An important quality of our study is the response rate. A large number of assessment forms was analysed and almost 80% of GP trainees in the sample handed in their forms. However, the number of completed forms per trainee differed widely, with some trainees handing in only one form, even though the minimum required for the study period was six. The overrepresentation of forms from first year trainees may be attributable to the introduction of the new assessment form. Since the version of the form that was the subject of this study was first introduced in March 2008, first year trainees had used the form from their first day of training, while for the third year trainees (who had started their training before 2008) it meant a change.
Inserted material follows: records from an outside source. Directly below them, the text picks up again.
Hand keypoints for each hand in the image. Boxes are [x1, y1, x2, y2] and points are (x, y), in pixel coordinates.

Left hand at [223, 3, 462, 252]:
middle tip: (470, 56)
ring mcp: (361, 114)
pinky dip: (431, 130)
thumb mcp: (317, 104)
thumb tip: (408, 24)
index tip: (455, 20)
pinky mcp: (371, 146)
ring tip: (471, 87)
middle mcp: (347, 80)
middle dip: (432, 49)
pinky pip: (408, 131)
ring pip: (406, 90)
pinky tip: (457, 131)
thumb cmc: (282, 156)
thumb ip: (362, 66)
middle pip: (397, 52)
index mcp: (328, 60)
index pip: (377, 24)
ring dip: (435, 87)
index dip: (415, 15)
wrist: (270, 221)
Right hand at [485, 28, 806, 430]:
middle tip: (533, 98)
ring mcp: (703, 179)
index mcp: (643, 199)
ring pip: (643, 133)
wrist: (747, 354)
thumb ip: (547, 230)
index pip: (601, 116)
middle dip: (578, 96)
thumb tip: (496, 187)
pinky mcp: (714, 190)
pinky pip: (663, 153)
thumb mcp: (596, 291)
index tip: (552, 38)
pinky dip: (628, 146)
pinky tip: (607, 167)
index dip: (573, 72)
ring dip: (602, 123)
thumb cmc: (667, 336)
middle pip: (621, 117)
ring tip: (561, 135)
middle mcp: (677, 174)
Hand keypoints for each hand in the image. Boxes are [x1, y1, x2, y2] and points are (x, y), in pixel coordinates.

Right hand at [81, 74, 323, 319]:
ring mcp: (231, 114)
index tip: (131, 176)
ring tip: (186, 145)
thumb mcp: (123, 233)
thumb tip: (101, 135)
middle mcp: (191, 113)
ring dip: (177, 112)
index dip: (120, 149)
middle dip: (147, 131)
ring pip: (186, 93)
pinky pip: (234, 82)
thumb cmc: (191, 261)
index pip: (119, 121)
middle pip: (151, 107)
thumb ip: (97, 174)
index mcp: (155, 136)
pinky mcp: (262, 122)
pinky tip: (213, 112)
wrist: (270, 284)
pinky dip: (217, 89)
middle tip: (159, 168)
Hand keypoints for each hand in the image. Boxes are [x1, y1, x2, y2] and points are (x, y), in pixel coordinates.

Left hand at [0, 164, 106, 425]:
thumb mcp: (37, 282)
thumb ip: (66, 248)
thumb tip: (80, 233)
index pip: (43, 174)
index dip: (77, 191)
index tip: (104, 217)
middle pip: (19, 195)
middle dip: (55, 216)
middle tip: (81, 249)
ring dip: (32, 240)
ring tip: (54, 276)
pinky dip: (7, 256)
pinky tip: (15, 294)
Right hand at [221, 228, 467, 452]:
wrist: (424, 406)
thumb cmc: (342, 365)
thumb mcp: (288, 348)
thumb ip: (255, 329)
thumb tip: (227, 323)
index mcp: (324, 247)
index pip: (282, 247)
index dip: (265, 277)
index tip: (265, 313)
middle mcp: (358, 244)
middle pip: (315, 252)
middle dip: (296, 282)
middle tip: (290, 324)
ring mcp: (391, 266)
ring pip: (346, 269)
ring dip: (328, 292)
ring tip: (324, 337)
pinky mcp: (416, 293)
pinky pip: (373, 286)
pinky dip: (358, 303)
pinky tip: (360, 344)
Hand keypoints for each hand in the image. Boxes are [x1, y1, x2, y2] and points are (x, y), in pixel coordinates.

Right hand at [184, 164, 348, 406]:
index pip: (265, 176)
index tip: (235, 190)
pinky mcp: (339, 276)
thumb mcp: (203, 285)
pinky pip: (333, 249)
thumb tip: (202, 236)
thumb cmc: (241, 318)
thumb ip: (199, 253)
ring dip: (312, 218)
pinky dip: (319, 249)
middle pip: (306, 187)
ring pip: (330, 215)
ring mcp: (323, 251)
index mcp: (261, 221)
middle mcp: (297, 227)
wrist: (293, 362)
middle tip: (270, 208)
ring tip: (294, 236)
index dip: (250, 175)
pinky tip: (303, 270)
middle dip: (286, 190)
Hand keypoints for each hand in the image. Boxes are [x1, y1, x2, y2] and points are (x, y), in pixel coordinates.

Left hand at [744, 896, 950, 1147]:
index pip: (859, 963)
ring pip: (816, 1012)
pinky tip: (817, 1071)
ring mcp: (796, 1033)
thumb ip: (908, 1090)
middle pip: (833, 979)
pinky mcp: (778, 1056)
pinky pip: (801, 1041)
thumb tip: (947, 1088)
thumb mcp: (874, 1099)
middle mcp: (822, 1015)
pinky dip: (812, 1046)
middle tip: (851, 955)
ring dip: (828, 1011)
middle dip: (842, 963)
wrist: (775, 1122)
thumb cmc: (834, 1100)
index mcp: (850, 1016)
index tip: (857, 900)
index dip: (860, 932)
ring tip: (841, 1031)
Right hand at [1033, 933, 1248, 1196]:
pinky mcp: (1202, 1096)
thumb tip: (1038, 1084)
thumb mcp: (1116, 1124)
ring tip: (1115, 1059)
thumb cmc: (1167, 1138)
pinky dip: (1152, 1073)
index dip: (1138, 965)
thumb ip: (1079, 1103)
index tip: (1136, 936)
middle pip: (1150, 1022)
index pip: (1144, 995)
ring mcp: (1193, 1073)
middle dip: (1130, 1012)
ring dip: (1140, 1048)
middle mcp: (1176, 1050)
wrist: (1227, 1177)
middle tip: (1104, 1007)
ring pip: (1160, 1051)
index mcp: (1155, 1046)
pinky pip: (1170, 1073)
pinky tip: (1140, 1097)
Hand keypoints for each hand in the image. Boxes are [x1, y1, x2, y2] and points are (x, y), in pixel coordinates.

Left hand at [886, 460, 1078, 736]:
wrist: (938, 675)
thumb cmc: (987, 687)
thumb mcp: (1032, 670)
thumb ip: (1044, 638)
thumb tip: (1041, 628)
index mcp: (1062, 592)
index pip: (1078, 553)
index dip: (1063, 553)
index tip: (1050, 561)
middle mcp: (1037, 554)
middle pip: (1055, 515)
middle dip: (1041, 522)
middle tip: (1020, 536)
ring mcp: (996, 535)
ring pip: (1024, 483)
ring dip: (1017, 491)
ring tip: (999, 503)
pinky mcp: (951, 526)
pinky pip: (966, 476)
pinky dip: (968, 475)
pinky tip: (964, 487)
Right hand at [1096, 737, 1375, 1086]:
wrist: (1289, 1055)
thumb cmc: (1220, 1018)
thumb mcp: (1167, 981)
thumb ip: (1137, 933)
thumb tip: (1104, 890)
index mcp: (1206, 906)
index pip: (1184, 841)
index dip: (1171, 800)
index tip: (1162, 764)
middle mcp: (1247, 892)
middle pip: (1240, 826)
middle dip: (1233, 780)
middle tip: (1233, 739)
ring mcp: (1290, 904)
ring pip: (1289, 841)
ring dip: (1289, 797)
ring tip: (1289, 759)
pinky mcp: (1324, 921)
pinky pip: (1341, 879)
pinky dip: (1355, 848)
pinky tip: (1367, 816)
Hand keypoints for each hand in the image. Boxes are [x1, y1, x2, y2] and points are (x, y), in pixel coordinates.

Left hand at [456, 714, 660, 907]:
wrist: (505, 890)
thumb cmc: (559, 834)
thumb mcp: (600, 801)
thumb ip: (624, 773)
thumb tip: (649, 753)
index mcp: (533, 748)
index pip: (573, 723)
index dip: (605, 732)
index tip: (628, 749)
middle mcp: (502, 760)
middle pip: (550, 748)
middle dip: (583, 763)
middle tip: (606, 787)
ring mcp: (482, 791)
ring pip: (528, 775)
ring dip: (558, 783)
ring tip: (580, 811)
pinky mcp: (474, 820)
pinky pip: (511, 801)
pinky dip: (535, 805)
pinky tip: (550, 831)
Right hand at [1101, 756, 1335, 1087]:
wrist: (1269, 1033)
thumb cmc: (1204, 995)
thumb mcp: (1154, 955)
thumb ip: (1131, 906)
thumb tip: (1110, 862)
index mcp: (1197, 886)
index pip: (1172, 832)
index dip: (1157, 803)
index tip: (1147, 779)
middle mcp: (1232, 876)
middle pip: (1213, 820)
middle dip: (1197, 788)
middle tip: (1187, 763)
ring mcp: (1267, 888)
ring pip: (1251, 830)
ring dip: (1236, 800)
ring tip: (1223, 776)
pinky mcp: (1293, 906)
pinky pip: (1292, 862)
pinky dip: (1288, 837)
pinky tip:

However, since the percentages of written comments in response to the seven questions did not differ between these groups, the overrepresentation of first year residents apparently did not impact on the results.
It should be noted, that although the reported action plans were specific, this finding is based on limited data, because the majority of forms did not contain an action plan. Only a few trainee-trainer pairs provided comments relating to an action plan. Next, we only studied written narrative comments entered in the assessment form. This is a limitation because we do not know what actually happened during the discussion between trainee and trainer when the text was formulated, and therefore a comparison with the results of Holmboe et al. cannot be made [16
]. We chose our method because written narrative texts are one of the positive qualities of these formative assessment forms. Forms can be stored by trainees in their portfolio to help them reflect on a series of mini-CEX results in order to formulate learning goals, and they can help trainees and trainers to gain an overall impression of development of performance. Another limitation is the focus on the qualitative part of the assessment form. Further research should examine relationships between narrative feedback and the quantitative part of the assessment form.
In this study we looked at the written results of workplace-based observation and feedback. In a qualitative study [18
] we examined ideas, barriers and motives experienced by trainers and trainees in relation to observation, reflection and feedback. Based on the results of the present study we would recommend a different approach to training to stimulate reflection in trainees and more attention to the formulation of an action plan, elements that are important for the effectiveness of feedback [12
]. Further research is needed to explore how feedback and reflections that are specific as well as goal-oriented, as evidenced by the formulation of an action plan, impact on performance improvement, the ultimate aim of assessment of observed performance. The implications of the substantial differences between trainee-trainer pairs in relation to the percentages of specific comments require further investigation as well.